▸ **Work item**: Could you repeat every record below exactly as written?

------------------------------------------------------------

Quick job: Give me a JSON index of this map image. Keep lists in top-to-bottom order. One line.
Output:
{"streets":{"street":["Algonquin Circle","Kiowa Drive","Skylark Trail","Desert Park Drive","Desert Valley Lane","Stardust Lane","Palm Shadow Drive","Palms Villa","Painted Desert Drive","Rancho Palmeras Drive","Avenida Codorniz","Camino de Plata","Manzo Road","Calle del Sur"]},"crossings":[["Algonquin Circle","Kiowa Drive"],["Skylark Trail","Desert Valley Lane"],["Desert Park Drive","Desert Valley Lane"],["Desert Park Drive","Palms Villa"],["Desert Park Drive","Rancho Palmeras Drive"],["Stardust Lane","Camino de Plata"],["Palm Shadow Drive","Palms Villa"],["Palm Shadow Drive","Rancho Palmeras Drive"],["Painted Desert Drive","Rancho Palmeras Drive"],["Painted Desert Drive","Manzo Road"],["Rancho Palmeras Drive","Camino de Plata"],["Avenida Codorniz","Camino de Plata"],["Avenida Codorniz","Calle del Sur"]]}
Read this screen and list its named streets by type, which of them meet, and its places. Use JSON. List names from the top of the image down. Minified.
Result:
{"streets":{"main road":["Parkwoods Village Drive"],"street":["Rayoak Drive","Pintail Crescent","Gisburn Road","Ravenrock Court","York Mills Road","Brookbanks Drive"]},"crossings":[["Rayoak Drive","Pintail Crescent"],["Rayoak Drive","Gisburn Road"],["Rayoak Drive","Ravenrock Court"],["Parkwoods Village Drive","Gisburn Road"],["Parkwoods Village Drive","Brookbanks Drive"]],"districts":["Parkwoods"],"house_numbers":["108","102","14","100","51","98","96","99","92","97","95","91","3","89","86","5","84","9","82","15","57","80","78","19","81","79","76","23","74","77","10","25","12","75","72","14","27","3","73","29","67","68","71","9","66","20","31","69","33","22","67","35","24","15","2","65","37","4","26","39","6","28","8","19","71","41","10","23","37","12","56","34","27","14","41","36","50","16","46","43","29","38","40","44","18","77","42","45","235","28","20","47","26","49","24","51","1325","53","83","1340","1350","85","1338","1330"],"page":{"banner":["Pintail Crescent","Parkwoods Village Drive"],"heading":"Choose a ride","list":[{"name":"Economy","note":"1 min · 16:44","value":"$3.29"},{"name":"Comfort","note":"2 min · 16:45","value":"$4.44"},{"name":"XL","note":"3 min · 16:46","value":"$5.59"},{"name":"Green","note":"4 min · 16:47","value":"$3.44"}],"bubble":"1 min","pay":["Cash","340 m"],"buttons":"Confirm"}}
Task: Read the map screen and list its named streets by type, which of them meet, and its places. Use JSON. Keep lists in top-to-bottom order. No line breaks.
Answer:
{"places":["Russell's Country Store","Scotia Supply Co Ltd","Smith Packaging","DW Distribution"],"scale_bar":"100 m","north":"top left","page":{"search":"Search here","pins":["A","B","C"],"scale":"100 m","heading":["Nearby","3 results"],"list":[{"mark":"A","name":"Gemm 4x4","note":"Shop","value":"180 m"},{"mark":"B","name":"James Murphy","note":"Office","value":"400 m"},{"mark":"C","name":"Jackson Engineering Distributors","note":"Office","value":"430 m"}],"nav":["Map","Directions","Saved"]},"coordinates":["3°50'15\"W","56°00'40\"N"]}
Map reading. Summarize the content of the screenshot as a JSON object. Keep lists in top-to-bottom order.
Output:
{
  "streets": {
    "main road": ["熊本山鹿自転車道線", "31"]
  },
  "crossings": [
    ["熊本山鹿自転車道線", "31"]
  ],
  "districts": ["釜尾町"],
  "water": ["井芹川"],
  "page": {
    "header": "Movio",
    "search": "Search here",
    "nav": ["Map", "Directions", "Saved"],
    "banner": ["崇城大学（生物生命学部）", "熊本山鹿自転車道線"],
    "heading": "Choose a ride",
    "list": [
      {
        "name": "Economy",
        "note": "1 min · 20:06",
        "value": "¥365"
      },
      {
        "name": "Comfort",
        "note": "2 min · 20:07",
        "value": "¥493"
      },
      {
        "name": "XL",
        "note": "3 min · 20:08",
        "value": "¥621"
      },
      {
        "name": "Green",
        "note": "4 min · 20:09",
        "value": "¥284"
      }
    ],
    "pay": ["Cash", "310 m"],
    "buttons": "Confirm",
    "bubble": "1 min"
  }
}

------------------------------------------------------------

▸ **Exercise output**:
Quick job: Give me a JSON index of this map image. Keep lists in top-to-bottom order. One line.
Output:
{"streets":{"street":["Algonquin Circle","Kiowa Drive","Skylark Trail","Desert Park Drive","Desert Valley Lane","Stardust Lane","Palm Shadow Drive","Palms Villa","Painted Desert Drive","Rancho Palmeras Drive","Avenida Codorniz","Camino de Plata","Manzo Road","Calle del Sur"]},"crossings":[["Algonquin Circle","Kiowa Drive"],["Skylark Trail","Desert Valley Lane"],["Desert Park Drive","Desert Valley Lane"],["Desert Park Drive","Palms Villa"],["Desert Park Drive","Rancho Palmeras Drive"],["Stardust Lane","Camino de Plata"],["Palm Shadow Drive","Palms Villa"],["Palm Shadow Drive","Rancho Palmeras Drive"],["Painted Desert Drive","Rancho Palmeras Drive"],["Painted Desert Drive","Manzo Road"],["Rancho Palmeras Drive","Camino de Plata"],["Avenida Codorniz","Camino de Plata"],["Avenida Codorniz","Calle del Sur"]]}
Read this screen and list its named streets by type, which of them meet, and its places. Use JSON. List names from the top of the image down. Minified.
Result:
{"streets":{"main road":["Parkwoods Village Drive"],"street":["Rayoak Drive","Pintail Crescent","Gisburn Road","Ravenrock Court","York Mills Road","Brookbanks Drive"]},"crossings":[["Rayoak Drive","Pintail Crescent"],["Rayoak Drive","Gisburn Road"],["Rayoak Drive","Ravenrock Court"],["Parkwoods Village Drive","Gisburn Road"],["Parkwoods Village Drive","Brookbanks Drive"]],"districts":["Parkwoods"],"house_numbers":["108","102","14","100","51","98","96","99","92","97","95","91","3","89","86","5","84","9","82","15","57","80","78","19","81","79","76","23","74","77","10","25","12","75","72","14","27","3","73","29","67","68","71","9","66","20","31","69","33","22","67","35","24","15","2","65","37","4","26","39","6","28","8","19","71","41","10","23","37","12","56","34","27","14","41","36","50","16","46","43","29","38","40","44","18","77","42","45","235","28","20","47","26","49","24","51","1325","53","83","1340","1350","85","1338","1330"],"page":{"banner":["Pintail Crescent","Parkwoods Village Drive"],"heading":"Choose a ride","list":[{"name":"Economy","note":"1 min · 16:44","value":"$3.29"},{"name":"Comfort","note":"2 min · 16:45","value":"$4.44"},{"name":"XL","note":"3 min · 16:46","value":"$5.59"},{"name":"Green","note":"4 min · 16:47","value":"$3.44"}],"bubble":"1 min","pay":["Cash","340 m"],"buttons":"Confirm"}}
Task: Read the map screen and list its named streets by type, which of them meet, and its places. Use JSON. Keep lists in top-to-bottom order. No line breaks.
Answer:
{"places":["Russell's Country Store","Scotia Supply Co Ltd","Smith Packaging","DW Distribution"],"scale_bar":"100 m","north":"top left","page":{"search":"Search here","pins":["A","B","C"],"scale":"100 m","heading":["Nearby","3 results"],"list":[{"mark":"A","name":"Gemm 4x4","note":"Shop","value":"180 m"},{"mark":"B","name":"James Murphy","note":"Office","value":"400 m"},{"mark":"C","name":"Jackson Engineering Distributors","note":"Office","value":"430 m"}],"nav":["Map","Directions","Saved"]},"coordinates":["3°50'15\"W","56°00'40\"N"]}
Map reading. Summarize the content of the screenshot as a JSON object. Keep lists in top-to-bottom order.
Output:
{
  "streets": {
    "main road": ["熊本山鹿自転車道線", "31"]
  },
  "crossings": [
    ["熊本山鹿自転車道線", "31"]
  ],
  "districts": ["釜尾町"],
  "water": ["井芹川"],
  "page": {
    "header": "Movio",
    "search": "Search here",
    "nav": ["Map", "Directions", "Saved"],
    "banner": ["崇城大学（生物生命学部）", "熊本山鹿自転車道線"],
    "heading": "Choose a ride",
    "list": [
      {
        "name": "Economy",
        "note": "1 min · 20:06",
        "value": "¥365"
      },
      {
        "name": "Comfort",
        "note": "2 min · 20:07",
        "value": "¥493"
      },
      {
        "name": "XL",
        "note": "3 min · 20:08",
        "value": "¥621"
      },
      {
        "name": "Green",
        "note": "4 min · 20:09",
        "value": "¥284"
      }
    ],
    "pay": ["Cash", "310 m"],
    "buttons": "Confirm",
    "bubble": "1 min"
  }
}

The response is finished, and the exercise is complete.